Look through the data below. Collect every line where the word "Liguria" occurs.

::: DATA PROVIDED :::

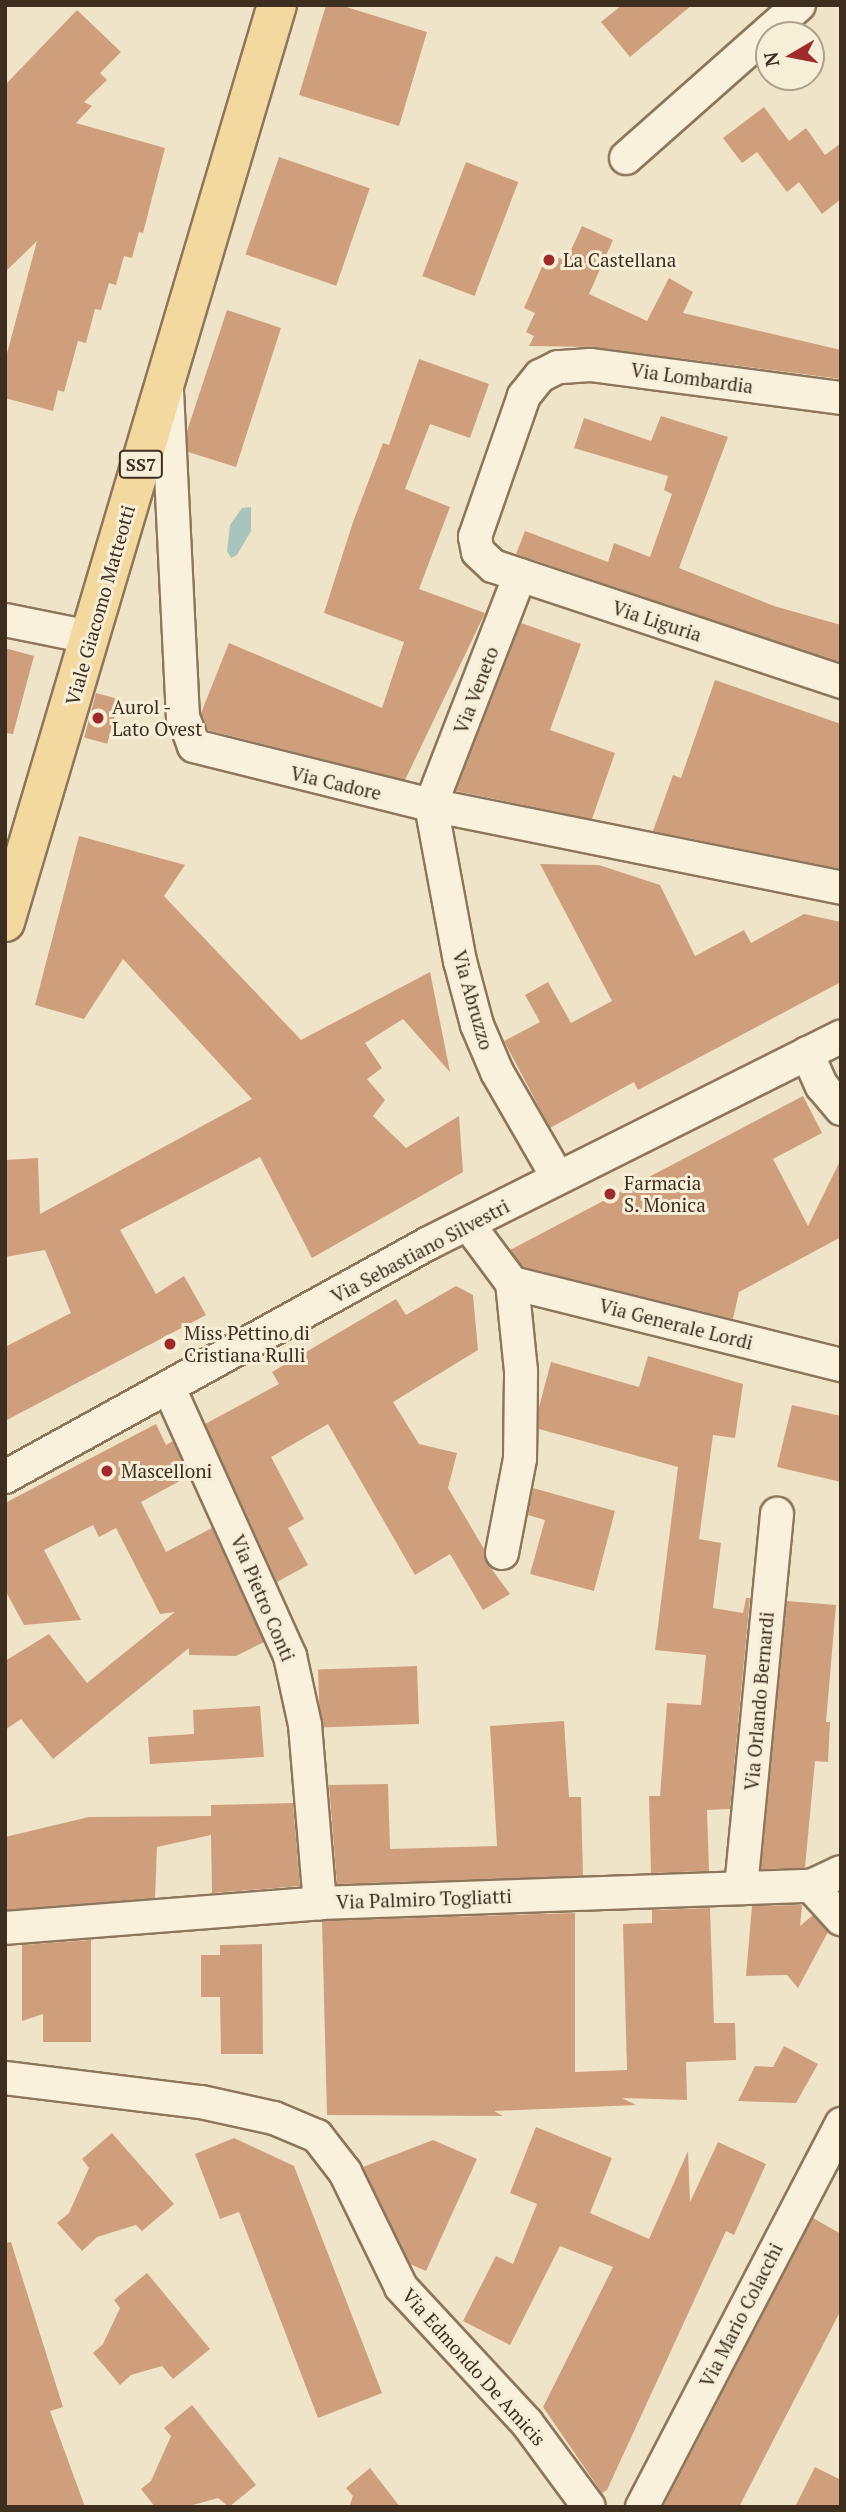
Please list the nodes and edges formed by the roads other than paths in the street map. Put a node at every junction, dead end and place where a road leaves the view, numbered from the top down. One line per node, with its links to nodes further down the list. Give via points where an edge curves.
1 (277, 5): 4 (main road, Viale Giacomo Matteotti / SS7)
2 (799, 5): 3 (street)
3 (626, 158)
4 (167, 380): 9 (main road, Viale Giacomo Matteotti / SS7); 11 (street, Via Cadore, via 183,716 190,740 206,753)
5 (841, 398): 6 (street, Via Lombardia, via 565,365 545,374 524,396 476,531)
6 (478, 552): 7 (street, Via Liguria, via 493,566)
7 (520, 575): 10 (street, Via Liguria); 11 (street, Via Veneto)
8 (5, 620): 9 (street)
9 (89, 637): 13 (main road, Viale Giacomo Matteotti / SS7)
10 (841, 682)
11 (431, 805): 12 (street, Via Cadore); 17 (street, Via Abruzzo, via 460,961 477,1025 497,1072)
12 (841, 888)
13 (5, 922)
14 (841, 1037): 15 (street, Via Sebastiano Silvestri)
15 (807, 1054): 16 (street, via 822,1086); 17 (street, Via Sebastiano Silvestri)
16 (841, 1109)
17 (558, 1178): 18 (street, Via Sebastiano Silvestri)
18 (468, 1224): 19 (street); 21 (street, Via Sebastiano Silvestri)
19 (512, 1283): 20 (street, Via Generale Lordi); 24 (street, via 521,1371 520,1449)
20 (841, 1365)
21 (169, 1388): 22 (street, Via Sebastiano Silvestri); 28 (street, Via Pietro Conti, via 280,1628 292,1665 305,1725)
22 (5, 1477)
23 (777, 1514): 27 (street, Via Orlando Bernardi)
24 (502, 1553)
25 (841, 1872): 26 (street, Via Palmiro Togliatti)
26 (811, 1886): 27 (street, Via Palmiro Togliatti); 29 (street)
27 (741, 1888): 28 (street, Via Palmiro Togliatti)
28 (320, 1903): 30 (street, Via Palmiro Togliatti)
29 (841, 1919)
30 (5, 1928)
31 (5, 2078): 33 (street, Via Edmondo De Amicis, via 182,2099 274,2118 317,2136 345,2172 401,2287 519,2414)
32 (841, 2124): 34 (street, Via Mario Colacchi)
33 (589, 2507)
34 (642, 2507)

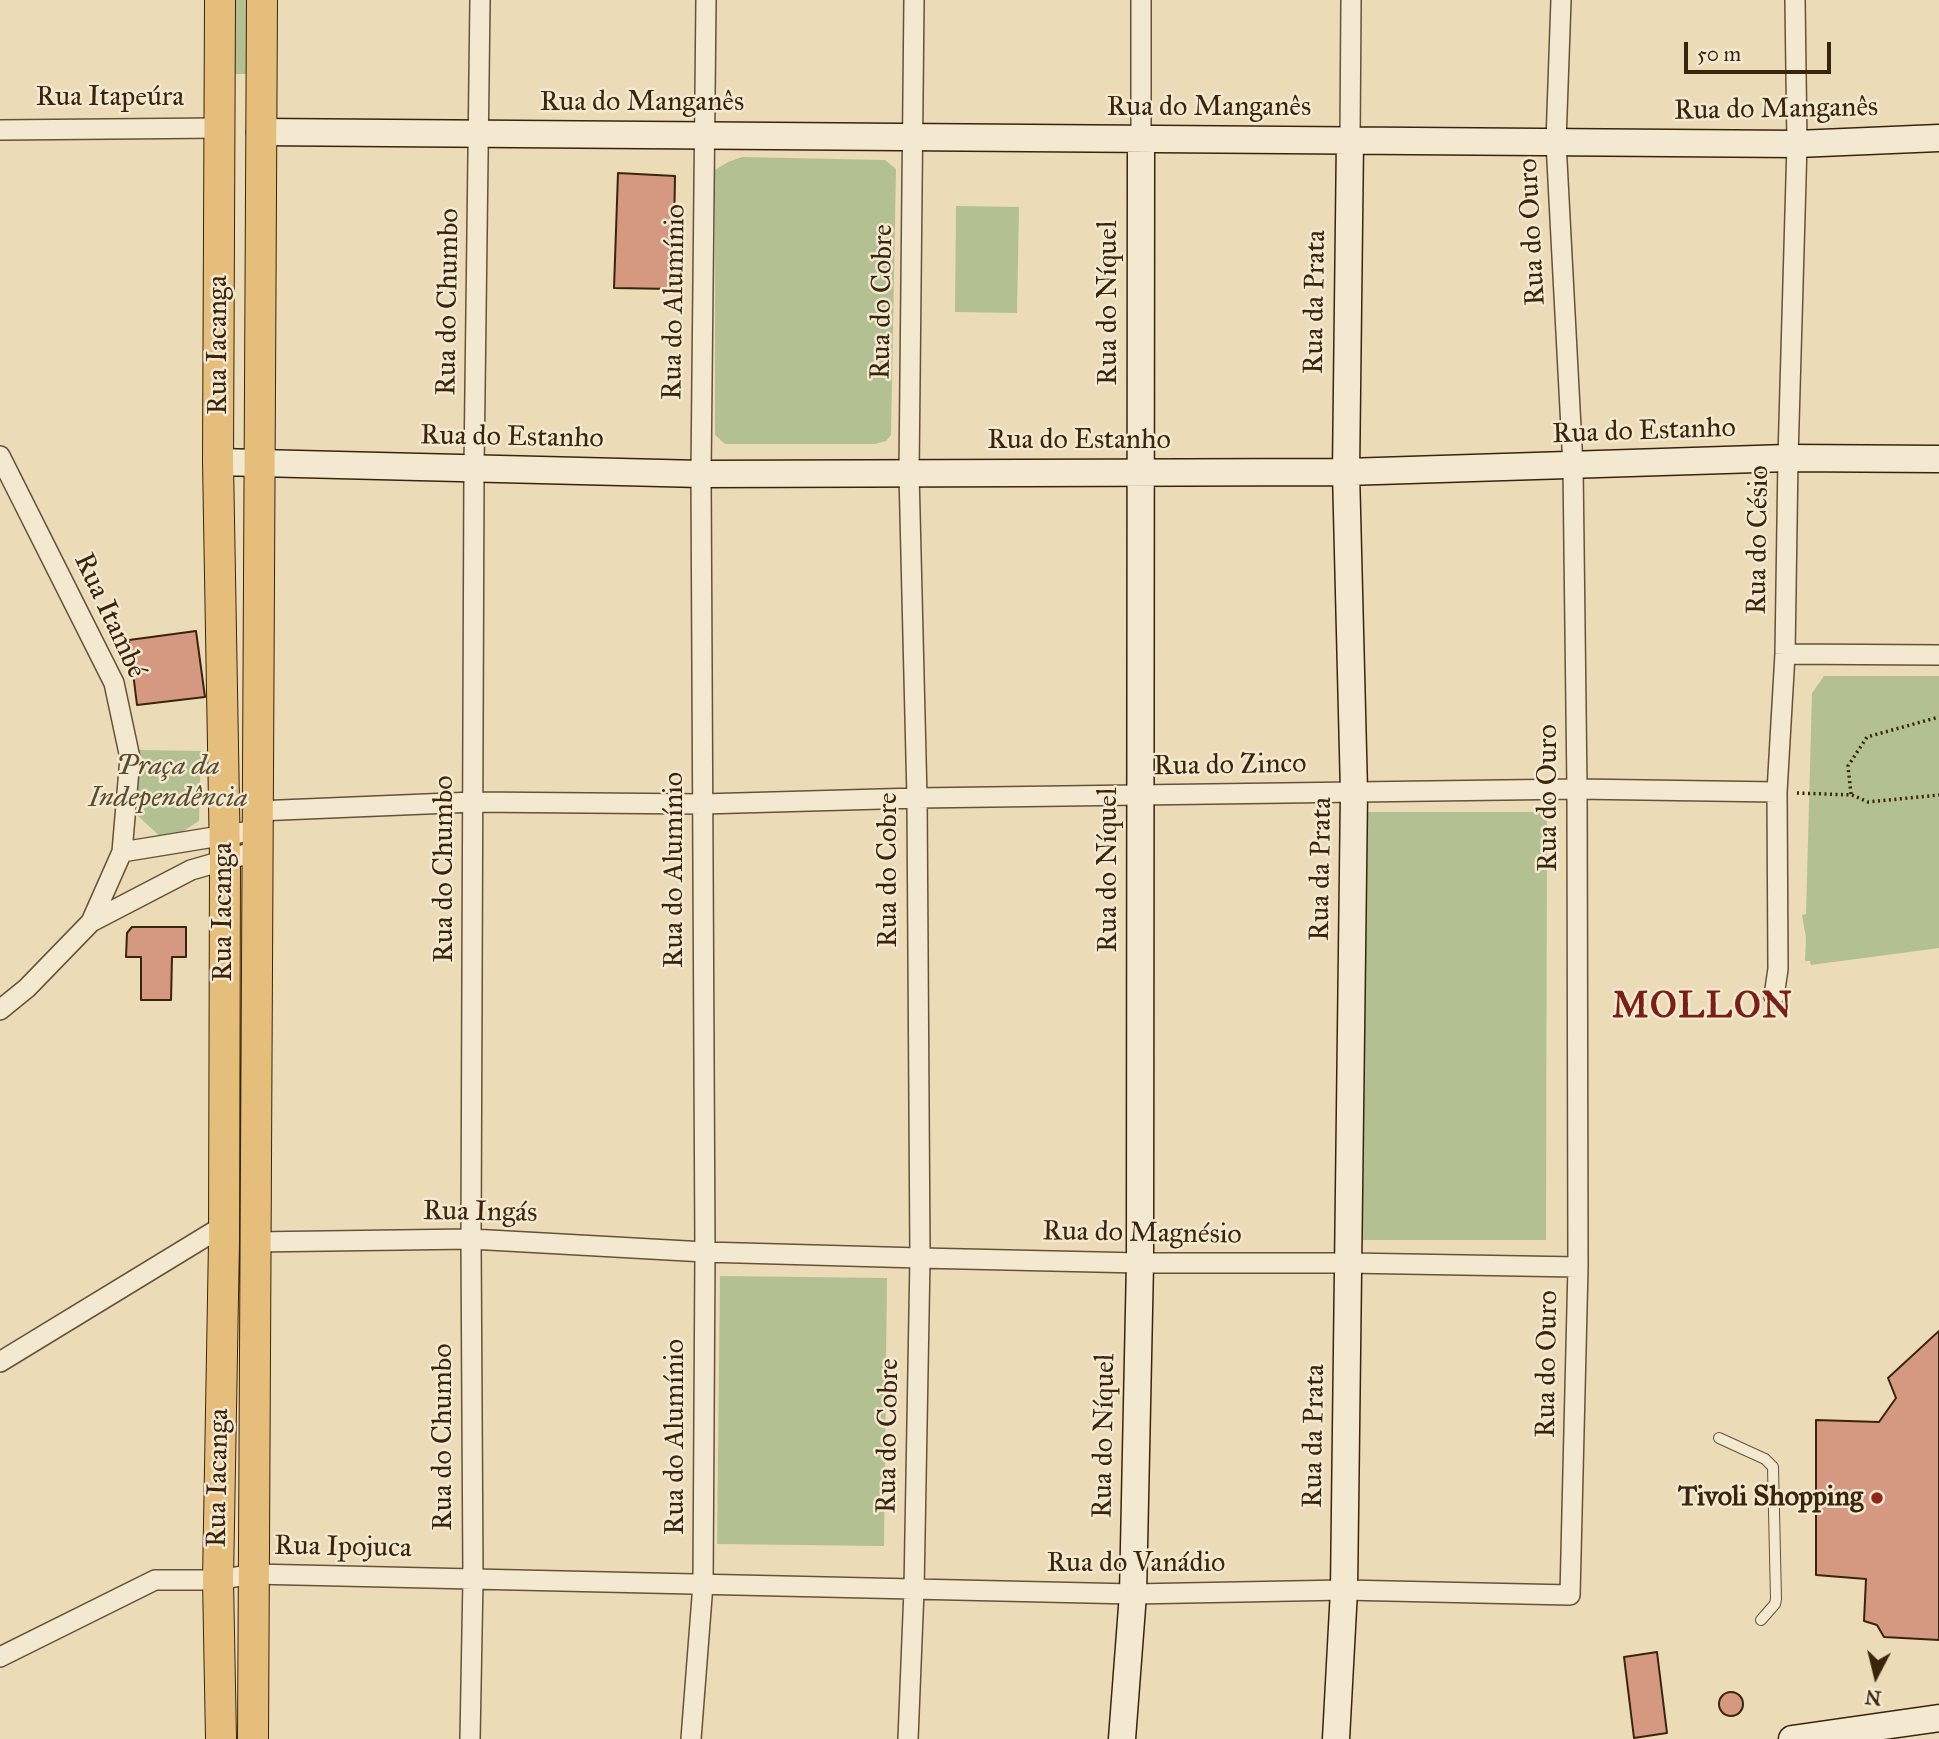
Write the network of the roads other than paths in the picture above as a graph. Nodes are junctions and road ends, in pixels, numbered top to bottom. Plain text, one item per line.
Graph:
1 (220, 0) edge
2 (262, 0) edge
3 (480, 0) edge
4 (706, 0) edge
5 (914, 0) edge
6 (1141, 0) edge
7 (1351, 0) edge
8 (1561, 0) edge
9 (1796, 0) edge
10 (220, 128) junction
11 (0, 130) edge
12 (260, 132) junction
13 (479, 134) junction
14 (705, 135) junction
15 (913, 137) junction
16 (1939, 138) edge
17 (1141, 139) junction
18 (1350, 140) junction
19 (1556, 142) junction
20 (1797, 144) junction
21 (0, 456) edge
22 (1788, 458) junction
23 (1939, 459) edge
24 (218, 462) junction
25 (258, 463) junction
26 (1573, 466) junction
27 (474, 468) junction
28 (1141, 472) junction
29 (1346, 472) junction
30 (909, 473) junction
31 (701, 474) junction
32 (8, 491) edge
33 (1785, 654) junction
34 (1939, 655) edge
35 (1577, 789) junction
36 (1354, 792) junction
37 (1777, 792) junction
38 (1141, 795) junction
39 (224, 796) junction
40 (917, 798) junction
41 (474, 802) junction
42 (702, 804) junction
43 (257, 831) junction
44 (225, 848) junction
45 (122, 852) junction
46 (91, 922) junction
47 (1774, 996) dead end
48 (0, 1010) edge
49 (224, 1184) junction
50 (256, 1184) junction
51 (223, 1234) junction
52 (471, 1239) junction
53 (254, 1242) junction
54 (705, 1252) junction
55 (920, 1258) junction
56 (1348, 1263) junction
57 (1140, 1264) junction
58 (1578, 1267) junction
59 (0, 1362) edge
60 (1719, 1438) dead end
61 (253, 1489) junction
62 (219, 1490) junction
63 (253, 1574) junction
64 (473, 1579) junction
65 (218, 1580) junction
66 (704, 1584) junction
67 (914, 1590) junction
68 (1344, 1590) junction
69 (1133, 1594) junction
70 (1570, 1595) joint
71 (1761, 1620) dead end
72 (0, 1657) edge
73 (1939, 1718) edge
74 (221, 1739) edge
75 (253, 1739) edge
76 (470, 1739) edge
77 (691, 1739) edge
78 (908, 1739) edge
79 (1122, 1739) edge
80 (1336, 1739) edge
81 (1792, 1739) edge

1 - 10 main road, Rua Iacanga
2 - 12 main road, Rua Iacanga
3 - 13 street, Rua do Chumbo
4 - 14 street, Rua do Alumínio
5 - 15 street, Rua do Cobre
6 - 17 street, Rua do Níquel
7 - 18 street, Rua da Prata
8 - 19 street, Rua do Ouro
9 - 20 street, Rua do Césio
10 - 11 street, Rua Itapeúra
10 - 24 main road, Rua Iacanga
12 - 13 street
12 - 25 main road, Rua Iacanga
13 - 14 street, Rua do Manganês
13 - 27 street, Rua do Chumbo
14 - 15 street, Rua do Manganês
14 - 31 street, Rua do Alumínio
15 - 17 street, Rua do Manganês
15 - 30 street, Rua do Cobre
16 - 20 street, Rua do Manganês
17 - 18 street, Rua do Manganês
17 - 28 street, Rua do Níquel
18 - 19 street, Rua do Manganês
18 - 29 street, Rua da Prata
19 - 20 street, Rua do Manganês
19 - 26 street, Rua do Ouro
20 - 22 street, Rua do Césio
21 - 32 street, Rua Itambé
22 - 23 street, Rua do Estanho
22 - 26 street, Rua do Estanho
22 - 33 street, Rua do Césio
24 - 25 street, Rua do Estanho
24 - 39 main road, Rua Iacanga
25 - 27 street, Rua do Estanho
25 - 43 main road, Rua Iacanga
26 - 29 street, Rua do Estanho
26 - 35 street, Rua do Ouro
27 - 31 street, Rua do Estanho
27 - 41 street, Rua do Chumbo
28 - 29 street, Rua do Estanho
28 - 30 street, Rua do Estanho
28 - 38 street, Rua do Níquel
29 - 36 street, Rua da Prata
30 - 31 street, Rua do Estanho
30 - 40 street, Rua do Cobre
31 - 42 street, Rua do Alumínio
32 - 45 street, Rua Itambé
33 - 34 street
33 - 37 street, Rua do Césio
35 - 36 street, Rua do Zinco
35 - 37 street, Rua do Zinco
35 - 58 street, Rua do Ouro
36 - 38 street, Rua do Zinco
36 - 56 street, Rua da Prata
37 - 47 street, Rua do Césio
38 - 40 street, Rua do Zinco
38 - 57 street, Rua do Níquel
39 - 43 main road
39 - 44 main road, Rua Iacanga
40 - 42 street, Rua do Zinco
40 - 55 street, Rua do Cobre
41 - 42 street, Rua do Zinco
41 - 43 street, Rua do Zinco
41 - 52 street, Rua do Chumbo
42 - 54 street, Rua do Alumínio
43 - 44 street, Rua do Zinco
43 - 50 main road, Rua Iacanga
44 - 45 street
44 - 46 street
44 - 49 main road, Rua Iacanga
45 - 46 street, Rua Itambé
46 - 48 street
49 - 50 main road
49 - 51 main road, Rua Iacanga
50 - 53 main road, Rua Iacanga
51 - 53 main road
51 - 59 street
51 - 62 main road, Rua Iacanga
52 - 53 street, Rua Ingás
52 - 54 street, Rua Ingás
52 - 64 street, Rua do Chumbo
53 - 61 main road, Rua Iacanga
54 - 55 street, Rua do Magnésio
54 - 66 street, Rua do Alumínio
55 - 57 street, Rua do Magnésio
55 - 67 street, Rua do Cobre
56 - 57 street, Rua do Magnésio
56 - 58 street, Rua do Magnésio
56 - 68 street, Rua da Prata
57 - 69 street, Rua do Níquel
58 - 70 street, Rua do Ouro
60 - 71 lane
61 - 62 main road
61 - 63 main road, Rua Iacanga
62 - 65 main road, Rua Iacanga
63 - 64 street, Rua Ipojuca
63 - 65 street, Rua Ipojuca
63 - 75 main road, Rua Iacanga
64 - 66 street, Rua Ipojuca
64 - 76 street, Rua do Chumbo
65 - 72 street, Rua Ipojuca
65 - 74 main road, Rua Iacanga
66 - 67 street, Rua do Vanádio
66 - 77 street, Rua do Alumínio
67 - 69 street, Rua do Vanádio
67 - 78 street, Rua do Cobre
68 - 69 street, Rua do Vanádio
68 - 70 street, Rua do Vanádio
68 - 80 street, Rua da Prata
69 - 79 street, Rua do Níquel
73 - 81 street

:::

- ANSWER
6 (478, 552): 7 (street, Via Liguria, via 493,566)
7 (520, 575): 10 (street, Via Liguria); 11 (street, Via Veneto)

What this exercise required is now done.